Click "Compute likelihoods"

This causes jmodeltest2 to perform the following actions: first a neighbor joining tree is constructed using the Jukes and Cantor model. Then the tree is fixed and used as the basis for fitting a set of 56 different models to the data. For each model, the estimated model parameters and the negative log-likelihood are recorded. In addition to varying sets of substitution rate parameters (JC, K2P, ...), some of these models also include extra parameters that take into account the presence of different rates between sites. This is done in two ways: (1) by fitting a gamma distribution of rates ("+G"), and (2) by allowing for a proportion of constant ("invariable") sites ("+I").

Wait until jmodeltest2 is done fitting all 56 models (this will take a little while depending on your computer).

Inspect result, manually check model probabilities for three models

Results -> Show results table

For each model this table lists the negative log-likelihood ("-lnL"), the number of parameters ("p"), and estimates of all model parameters (excluding branch lengths).

Manually compute model probabilities for three substitution models

Use AIC-based model probabilities to investigate which of the following three substitution models are best at describing how the sequences have evolved:

Jukes and Cantor with fraction of invariant sites (JC+I)
Jukes and Cantor with gamma-distributed rates over sites (JC+G)
Jukes and Cantor with invariant sites and gamma-distributed rates (JC+I+G)

Before you can do the computation you need to know the log likelihood and the number of parameters for each model. Locate these values in the table for the JC+I, JC+G, and JC+I+G models, and write them down. Close the window with the result table when you are done.

Make sure to get the signs right: the values reported in the table are -lnL values, so you will need to reverse the sign to get the lnL (the lnL values you write down should be negative).

Question: Use the recipe above to compute AIC values and model probabilities. Report the results in a table similar to the one shown above

Question 2 Based on the model probabilities: wich model has more support?

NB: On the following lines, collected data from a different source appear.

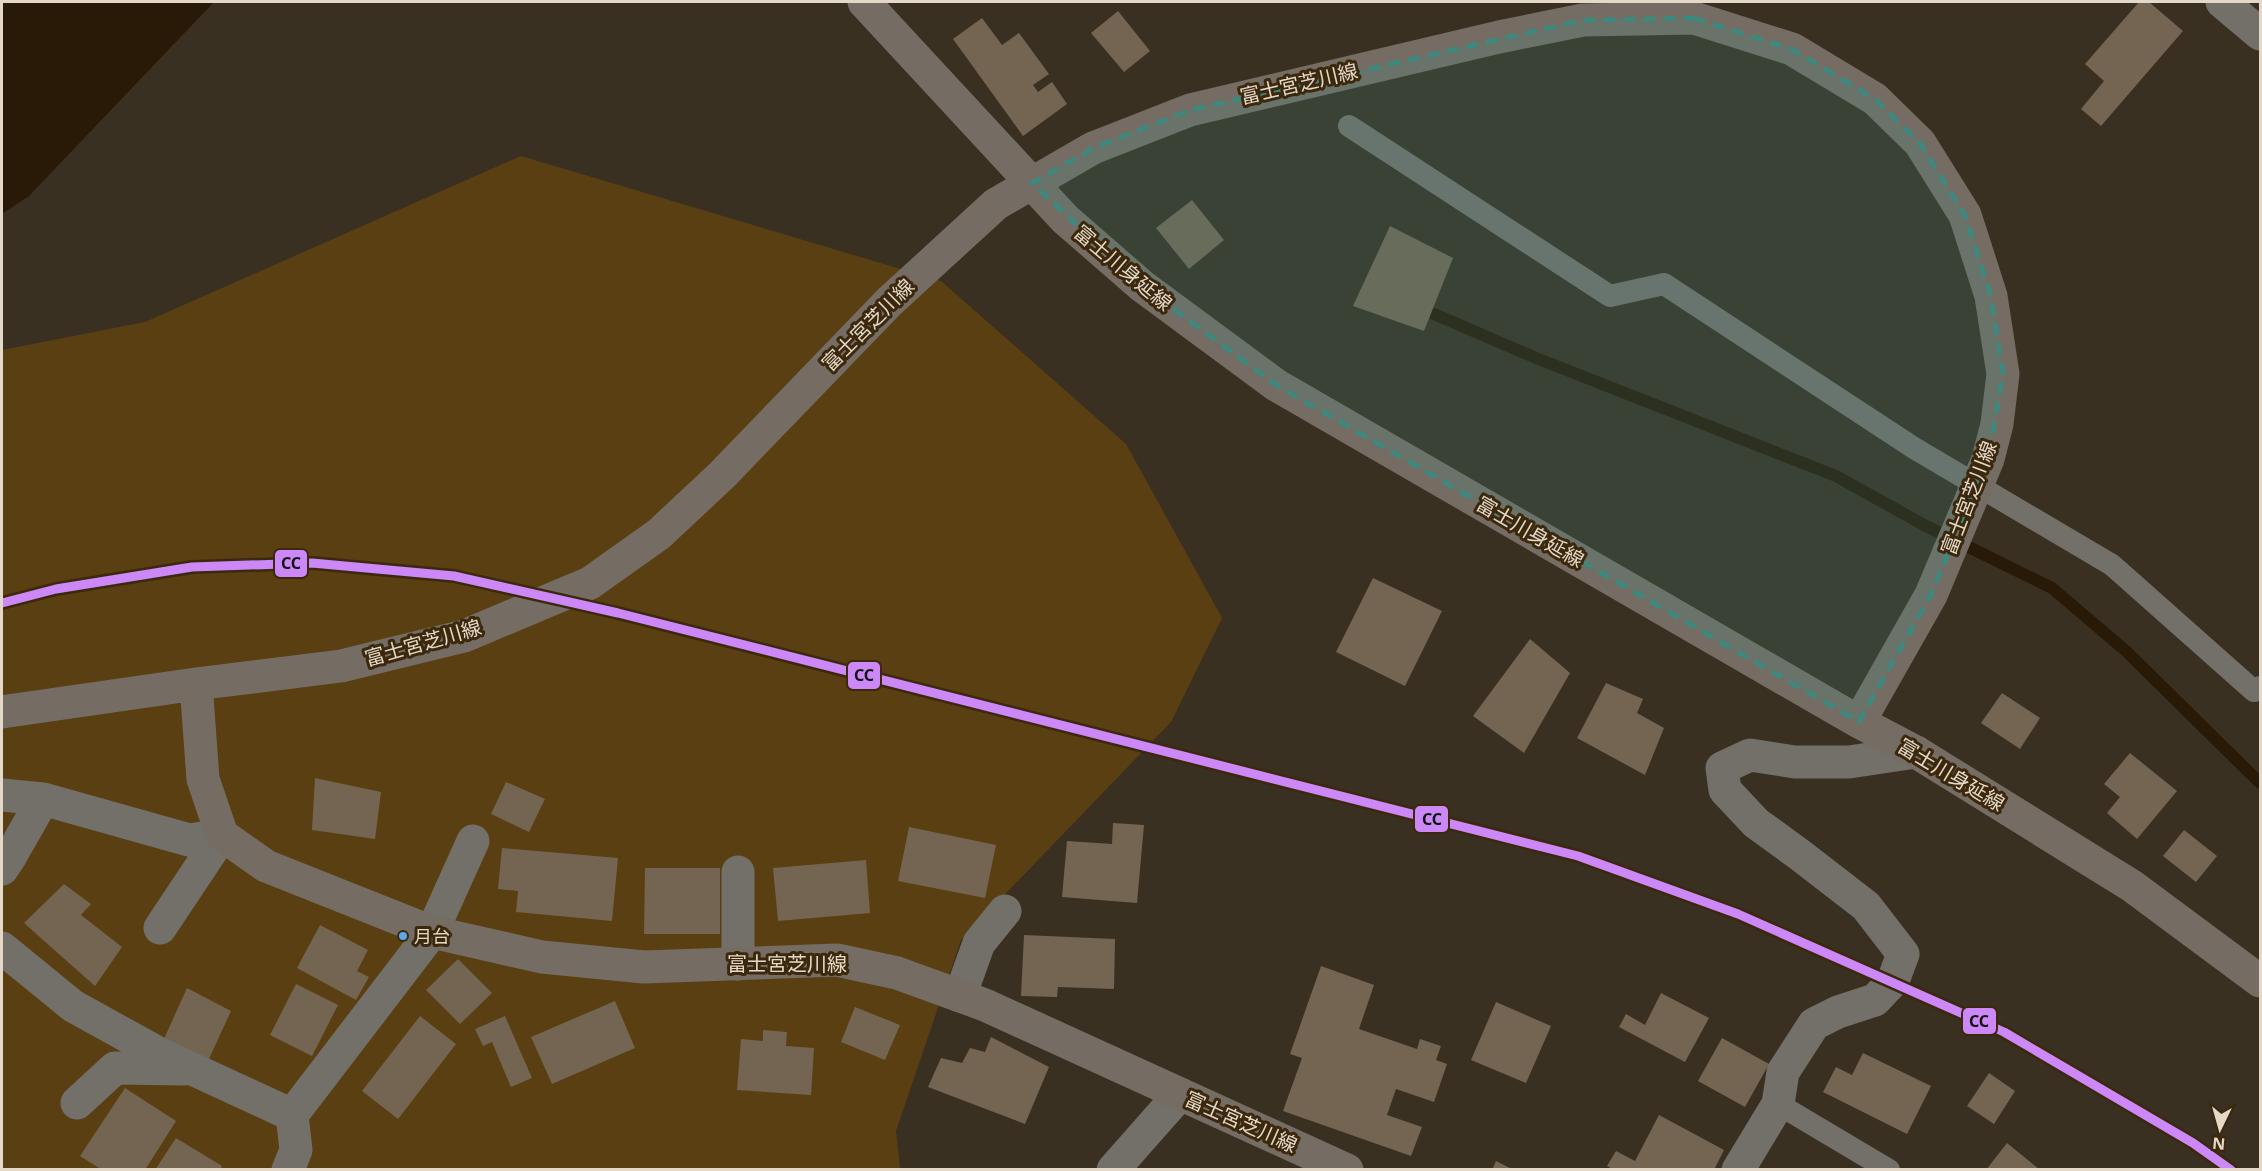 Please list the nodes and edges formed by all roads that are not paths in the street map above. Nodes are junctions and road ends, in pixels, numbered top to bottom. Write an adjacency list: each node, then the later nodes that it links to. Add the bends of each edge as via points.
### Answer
1 (864, 2): 8 (main road, 富士川身延線, via 1065,219 1142,286 1275,385)
2 (2222, 2): 3 (street)
3 (2260, 34)
4 (1349, 126): 6 (lane, via 1610,296 1664,284 1914,448 2112,565 2254,691)
5 (196, 684): 7 (main road, 富士宮芝川線); 8 (main road, 富士宮芝川線, via 341,666 464,636 590,583 659,534 722,475 889,302 996,204 1093,148 1191,110 1499,37 1583,20 1694,18 1792,49 1875,99 1920,143 1965,215 1991,296 2004,374 1988,459 1931,595); 12 (main road, via 203,779)
6 (2260, 687)
7 (2, 712)
8 (1859, 722): 9 (main road, 富士川身延線)
9 (1916, 752): 21 (main road, 富士川身延線, via 2132,886); 26 (street, via 1849,762 1795,762 1750,755 1722,768 1725,790 1756,823 1866,906 1903,954 1893,981 1875,1000 1814,1024 1783,1072)
10 (2, 795): 11 (street)
11 (43, 799): 12 (street, via 189,840); 14 (street)
12 (222, 835): 17 (street); 18 (main road, 富士宮芝川線, via 266,866)
13 (473, 841): 18 (street)
14 (2, 869)
15 (738, 872): 20 (street)
16 (1005, 911): 22 (street, via 979,943)
17 (160, 928)
18 (432, 932): 20 (main road, 富士宮芝川線, via 542,957 644,967); 27 (street)
19 (2, 948): 23 (street, via 74,1006)
20 (738, 964): 22 (main road, 富士宮芝川線, via 837,960 897,973)
21 (2260, 981)
22 (960, 996): 24 (main road, 富士宮芝川線)
23 (193, 1069): 25 (street, via 115,1068); 27 (street)
24 (1180, 1094): 29 (street); 30 (main road, 富士宮芝川線)
25 (77, 1103)
26 (1778, 1104): 31 (street); 32 (lane)
27 (292, 1115): 28 (street, via 296,1150)
28 (288, 1170)
29 (1113, 1170)
30 (1347, 1170)
31 (1738, 1170)
32 (1889, 1170) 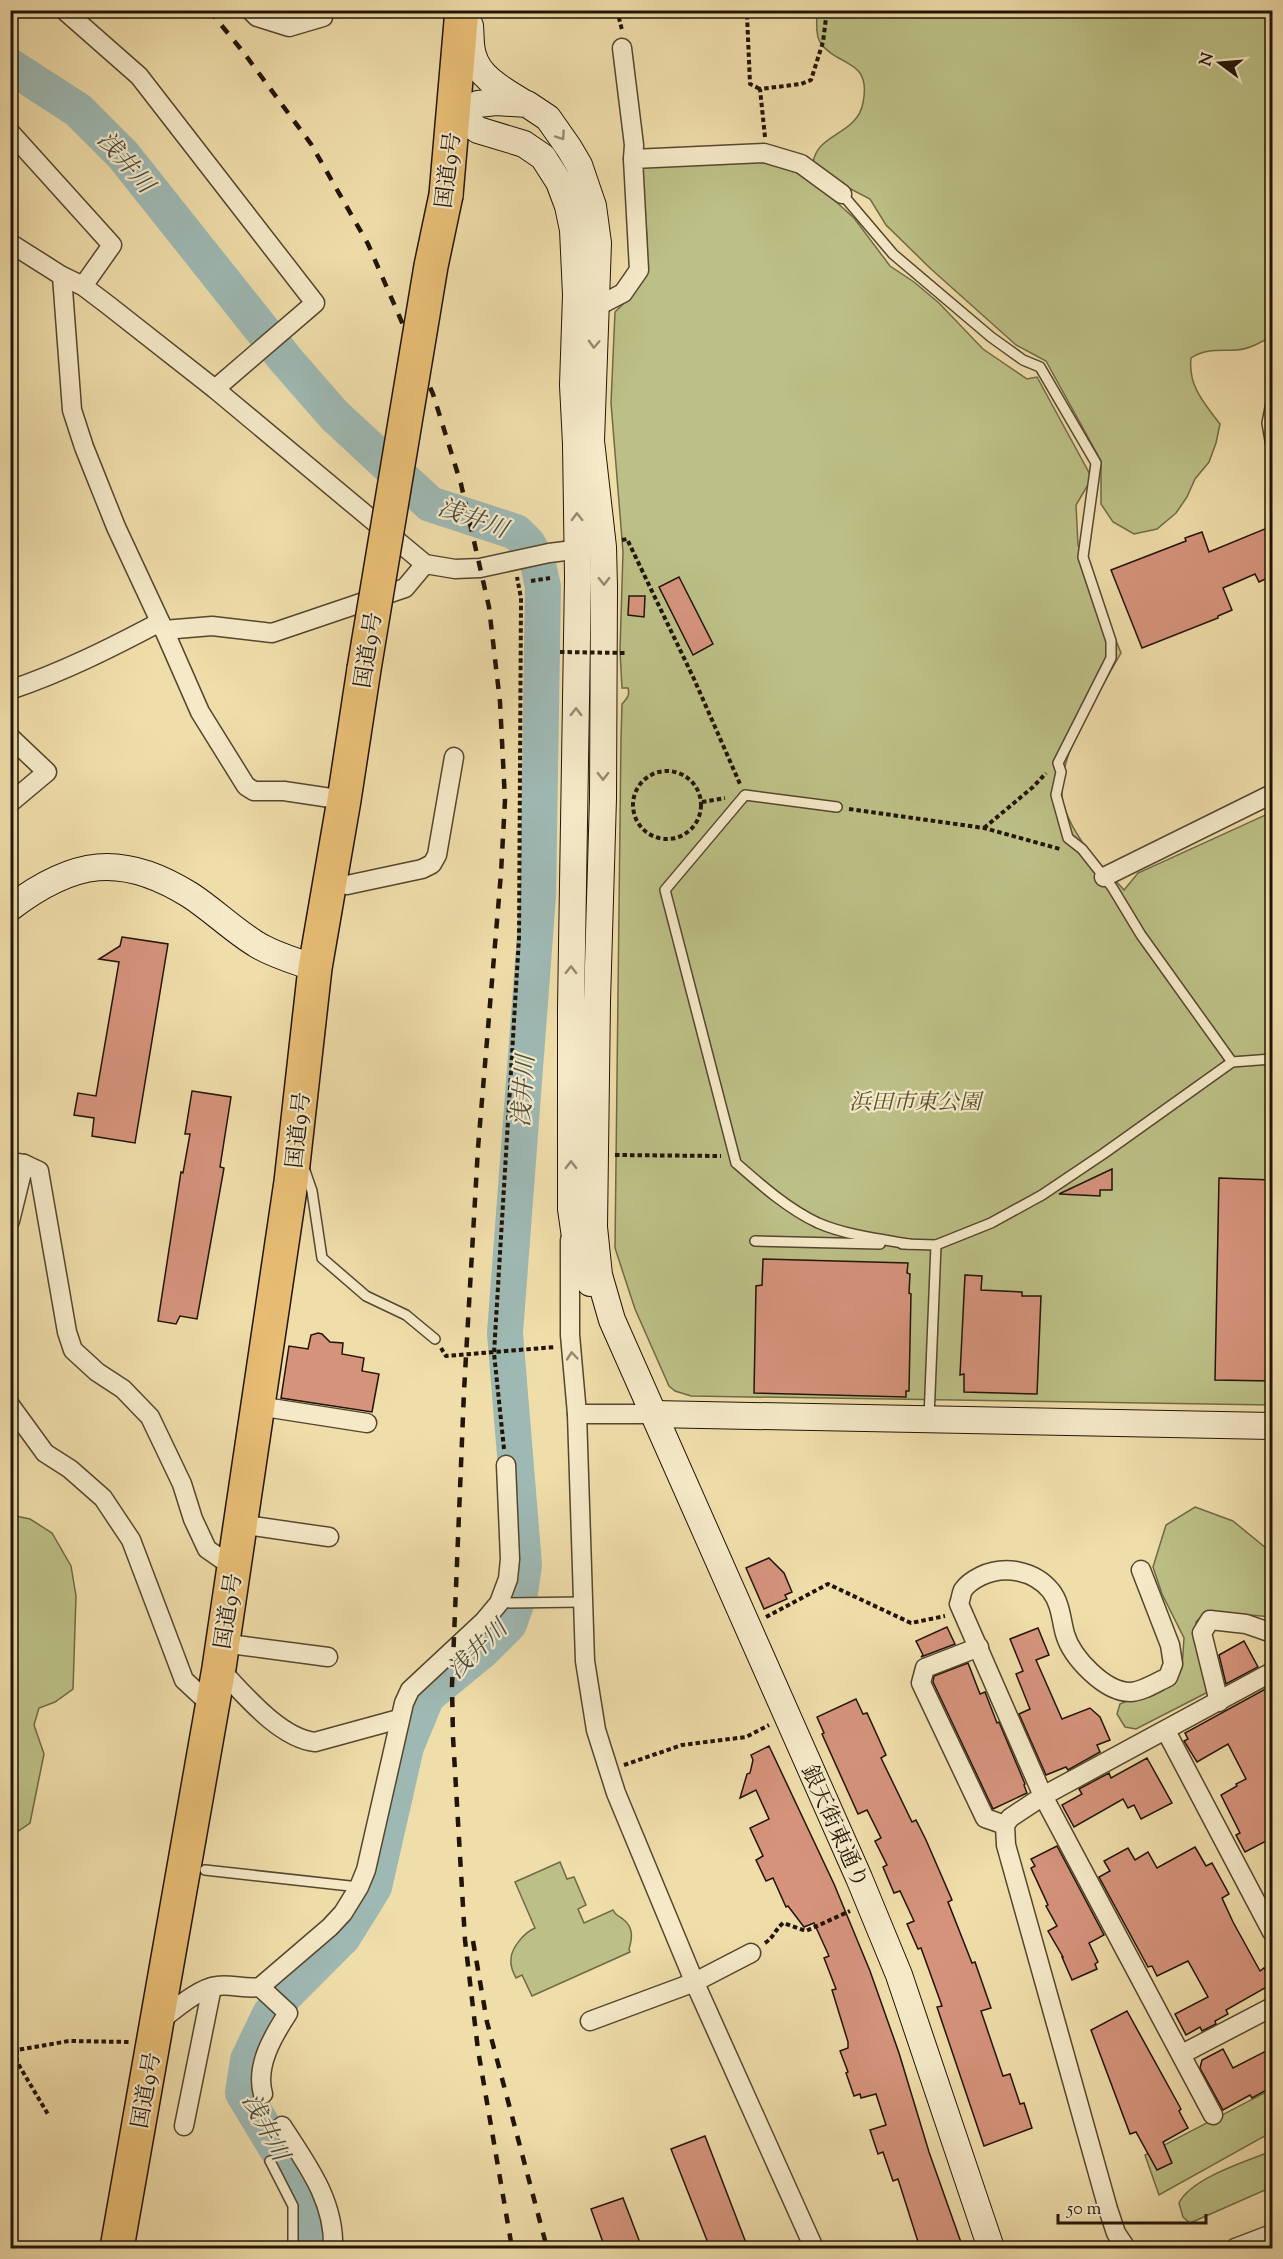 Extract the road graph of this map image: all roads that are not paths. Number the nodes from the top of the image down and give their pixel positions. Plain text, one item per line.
1 (64, 10) edge
2 (250, 10) edge
3 (324, 10) edge
4 (462, 10) edge
5 (468, 10) edge
6 (622, 48) dead end
7 (527, 104) junction
8 (454, 112) junction
9 (10, 132) edge
10 (633, 159) junction
11 (842, 194) joint
12 (10, 243) edge
13 (62, 276) junction
14 (83, 286) junction
15 (596, 307) junction
16 (215, 389) junction
17 (1272, 398) edge
18 (1272, 452) edge
19 (609, 544) junction
20 (578, 549) junction
21 (425, 564) junction
22 (162, 626) junction
23 (10, 690) edge
24 (10, 737) edge
25 (454, 757) dead end
26 (1272, 794) edge
27 (344, 800) junction
28 (10, 803) edge
29 (837, 807) road end
30 (1104, 877) junction
31 (330, 882) junction
32 (10, 908) edge
33 (315, 968) junction
34 (1272, 1059) edge
35 (1232, 1062) junction
36 (295, 1143) junction
37 (17, 1163) edge
38 (571, 1209) junction
39 (10, 1221) edge
40 (755, 1241) dead end
41 (909, 1244) junction
42 (936, 1245) junction
43 (612, 1320) junction
44 (435, 1339) road end
45 (10, 1405) edge
46 (258, 1406) junction
47 (577, 1414) junction
48 (653, 1414) junction
49 (929, 1418) junction
50 (367, 1423) dead end
51 (1272, 1426) edge
52 (506, 1465) road end
53 (240, 1524) junction
54 (329, 1537) dead end
55 (234, 1568) junction
56 (1141, 1570) dead end
57 (582, 1602) junction
58 (502, 1603) junction
59 (1272, 1633) edge
60 (979, 1647) junction
61 (220, 1656) junction
62 (328, 1657) dead end
63 (1272, 1672) edge
64 (1219, 1702) junction
65 (212, 1706) junction
66 (399, 1719) junction
67 (1166, 1731) junction
68 (1043, 1796) junction
69 (1005, 1825) junction
70 (205, 1870) dead end
71 (359, 1887) junction
72 (1272, 1932) edge
73 (751, 1953) road end
74 (695, 1982) junction
75 (212, 1987) junction
76 (264, 1991) junction
77 (1272, 2007) edge
78 (590, 2021) dead end
79 (155, 2033) junction
80 (1182, 2054) junction
81 (263, 2094) dead end
82 (1213, 2115) dead end
83 (184, 2126) dead end
84 (282, 2126) dead end
85 (270, 2162) dead end
86 (1272, 2234) edge
87 (117, 2248) edge
88 (293, 2248) edge
89 (333, 2248) edge
90 (814, 2248) edge
91 (991, 2248) edge
92 (1126, 2248) edge
93 (1235, 2248) edge

1 - 16 street
2 - 3 street
4 - 8 highway, 国道9号
5 - 7 street
6 - 10 street
7 - 8 street
7 -> 15 street
20 -> 8 street
8 - 27 highway, 国道9号, bridge
9 - 14 street
10 - 11 street
10 - 15 street
11 - 30 lane
12 - 13 street
13 - 14 street
13 - 22 street
14 - 16 street
15 -> 19 street
16 - 21 street
17 - 18 lane
19 - 20 street
19 -> 43 street
20 - 21 street
38 -> 20 street
21 - 22 street
22 - 23 street
22 - 27 street
24 - 28 street
25 - 31 street
26 - 30 street
27 - 31 highway, 国道9号
29 - 41 lane
30 - 35 lane
31 - 33 highway, 国道9号
32 - 33 street
33 - 36 highway, 国道9号
34 - 35 lane
35 - 42 lane
36 - 44 lane
36 - 46 highway, 国道9号
37 - 39 street
37 - 55 street
38 - 43 street
47 -> 38 street
40 - 41 lane
41 - 42 lane
42 - 49 lane
43 - 48 street, 銀天街東通り
45 - 65 street
46 - 50 street
46 - 53 highway, 国道9号
47 - 48 street
47 - 57 street
48 - 49 street
48 - 91 street, 銀天街東通り
49 - 51 street
52 - 58 street
53 - 54 street
53 - 55 highway, 国道9号
55 - 61 highway, 国道9号
56 - 60 street
57 - 58 lane
57 - 74 street
58 - 66 street
59 - 64 street
60 - 68 street
60 - 69 street
61 - 62 street
61 - 65 highway, 国道9号
61 - 66 street
63 - 64 street
64 - 67 street
65 - 79 highway, 国道9号
66 - 71 street
67 - 68 street
67 - 72 street
68 - 69 street
68 - 80 street
69 - 92 street
70 - 71 lane
71 - 76 street
73 - 74 street
74 - 78 street
74 - 90 street
75 - 76 street
75 - 79 street
75 - 83 street
76 - 81 street
77 - 80 street
79 - 87 highway, 国道9号
80 - 82 street
84 - 89 street
85 - 88 lane
86 - 93 street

Question 3 Use modeltest program to select best model

What you just did manually for JC+I, JC+G and JC+I+G, jmodeltest2 can do automatically for the full set of 56 fitted models. Specifically, it uses the list of negative log likelihoods and parameter counts in the table to compute AIC and model probabilities, and uses this to select the model that best fits the sequence data:

Analysis -> Do AIC calculations ->
Select "Write PAUP* block"
click "Do AIC calculations"
Results -> Show results table
Select "AIC" tab
SHIFT+click on the header of the "weight" column. This sorts the rows according to model weight, in descending order.

Question: What model was selected by modeltest based on the AIC values?

Construction of phylogenetic tree using PAUP

Question 4

Close the results table. In the main window you should now scroll up to the lines giving PAUP commands that will implement the selected model. The command is enclosed between "BEGIN PAUP" and "END;" and should look something like this:

Lset Base=(0.4064, [...]

You will need to copy this command to a PAUP session in the next step.

Start PAUP

paup

Above you used jmodeltest2 to select the most suitable substitution model for the present data set. You will now use this model to construct a maximum likelihood tree. You will use PAUP for this purpose. (note: it is possible to create a maximum likelihood or a model-averaged tree directly from the jmodeltest2 program, but we will instead do it in PAUP in order to more clearly see each step that is taken).

Load alignment:

execute gp120.nexus

Set tree-building criterion to maximum likelihood

set criterion=likelihood

Set model parameters to winning estimates

Above you located a set of lines in the jmodeltest2 output giving a PAUP command that sets the model parameters to the estimates that were found using the winning model. Copy and paste this lset command (without the BEGIN and END parts) into the window where PAUP is running.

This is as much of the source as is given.